▸ **THE TASK**: Could you give the data below again exactly, apart from the pictures?

══ PROVIDED ENTRIES

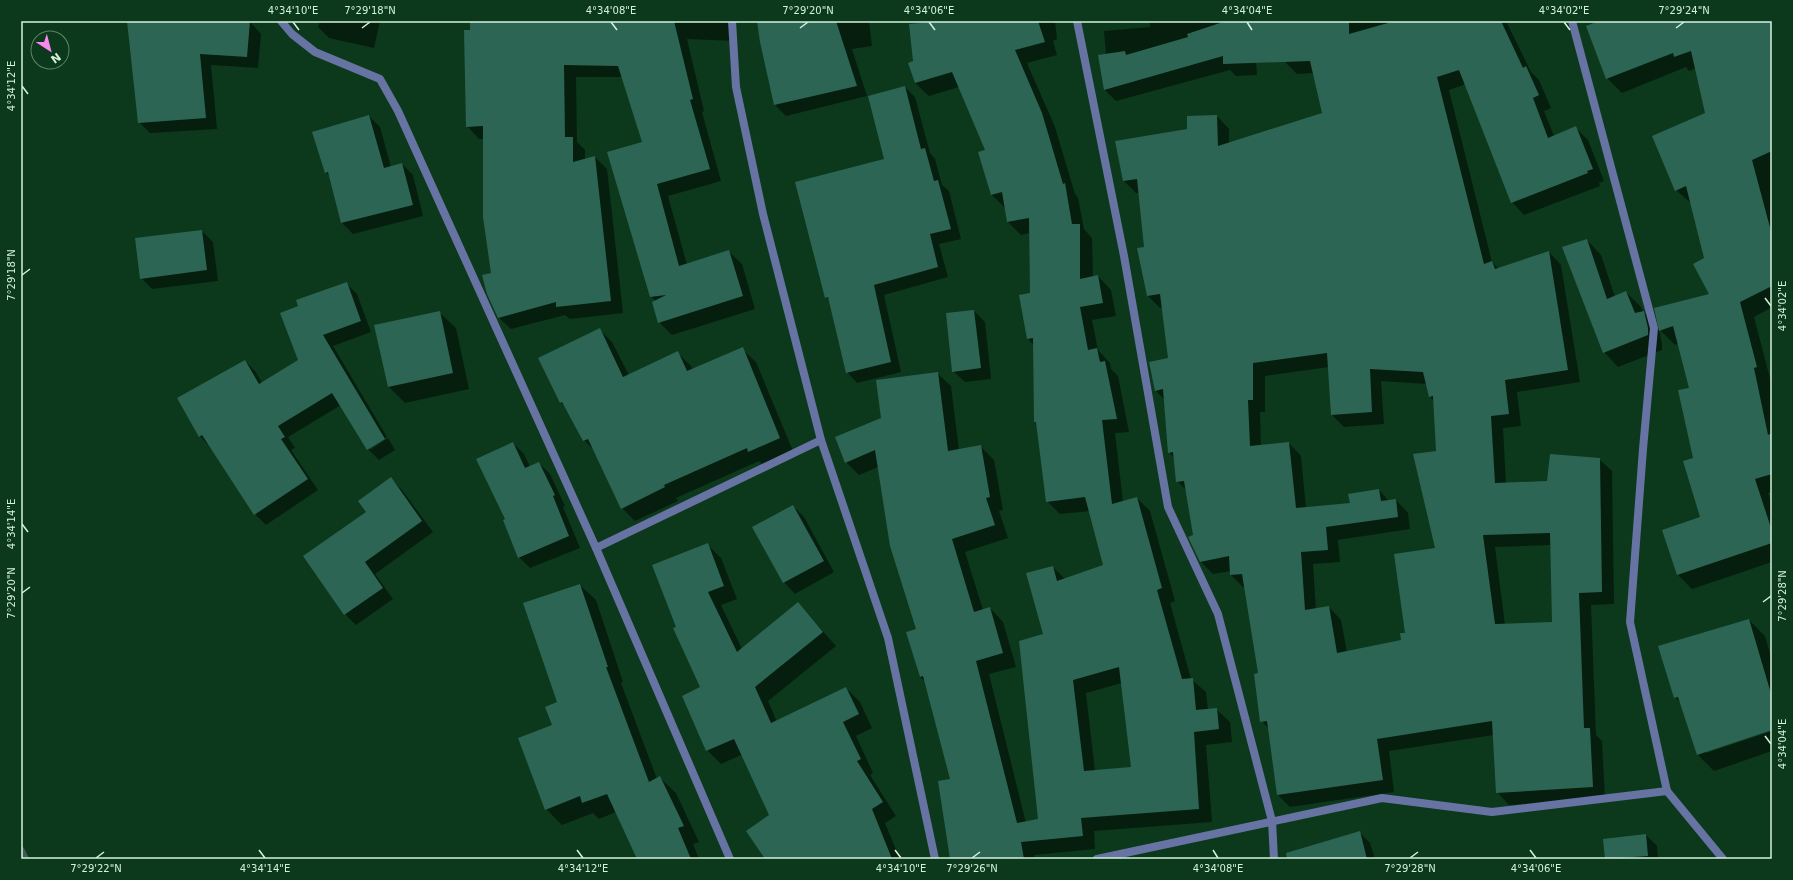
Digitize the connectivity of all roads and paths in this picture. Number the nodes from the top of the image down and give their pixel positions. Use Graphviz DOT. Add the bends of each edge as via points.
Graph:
graph roads {
  1 [pos="281,21"];
  2 [pos="732,21"];
  3 [pos="1078,21"];
  4 [pos="1572,21"];
  5 [pos="821,440"];
  6 [pos="596,548"];
  7 [pos="1667,791"];
  8 [pos="1272,821"];
  9 [pos="730,859"];
  10 [pos="935,859"];
  11 [pos="1097,859"];
  12 [pos="1274,859"];
  13 [pos="1723,859"];
  1 -- 6 [label="street" via="292,34 315,52 380,79 398,112"];
  2 -- 5 [label="street" via="736,87 763,214"];
  3 -- 8 [label="street" via="1124,256 1168,507 1218,614"];
  4 -- 7 [label="street" via="1654,328 1630,622"];
  5 -- 6 [label="street"];
  5 -- 10 [label="street" via="888,638"];
  6 -- 9 [label="street"];
  7 -- 8 [label="street" via="1492,812 1382,798"];
  7 -- 13 [label="street"];
  8 -- 11 [label="street"];
  8 -- 12 [label="street"];
}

════

▸ **RESULT FOR THIS EXERCISE**:
Digitize the connectivity of all roads and paths in this picture. Number the nodes from the top of the image down and give their pixel positions. Use Graphviz DOT. Add the bends of each edge as via points.
Graph:
graph roads {
  1 [pos="281,21"];
  2 [pos="732,21"];
  3 [pos="1078,21"];
  4 [pos="1572,21"];
  5 [pos="821,440"];
  6 [pos="596,548"];
  7 [pos="1667,791"];
  8 [pos="1272,821"];
  9 [pos="730,859"];
  10 [pos="935,859"];
  11 [pos="1097,859"];
  12 [pos="1274,859"];
  13 [pos="1723,859"];
  1 -- 6 [label="street" via="292,34 315,52 380,79 398,112"];
  2 -- 5 [label="street" via="736,87 763,214"];
  3 -- 8 [label="street" via="1124,256 1168,507 1218,614"];
  4 -- 7 [label="street" via="1654,328 1630,622"];
  5 -- 6 [label="street"];
  5 -- 10 [label="street" via="888,638"];
  6 -- 9 [label="street"];
  7 -- 8 [label="street" via="1492,812 1382,798"];
  7 -- 13 [label="street"];
  8 -- 11 [label="street"];
  8 -- 12 [label="street"];
}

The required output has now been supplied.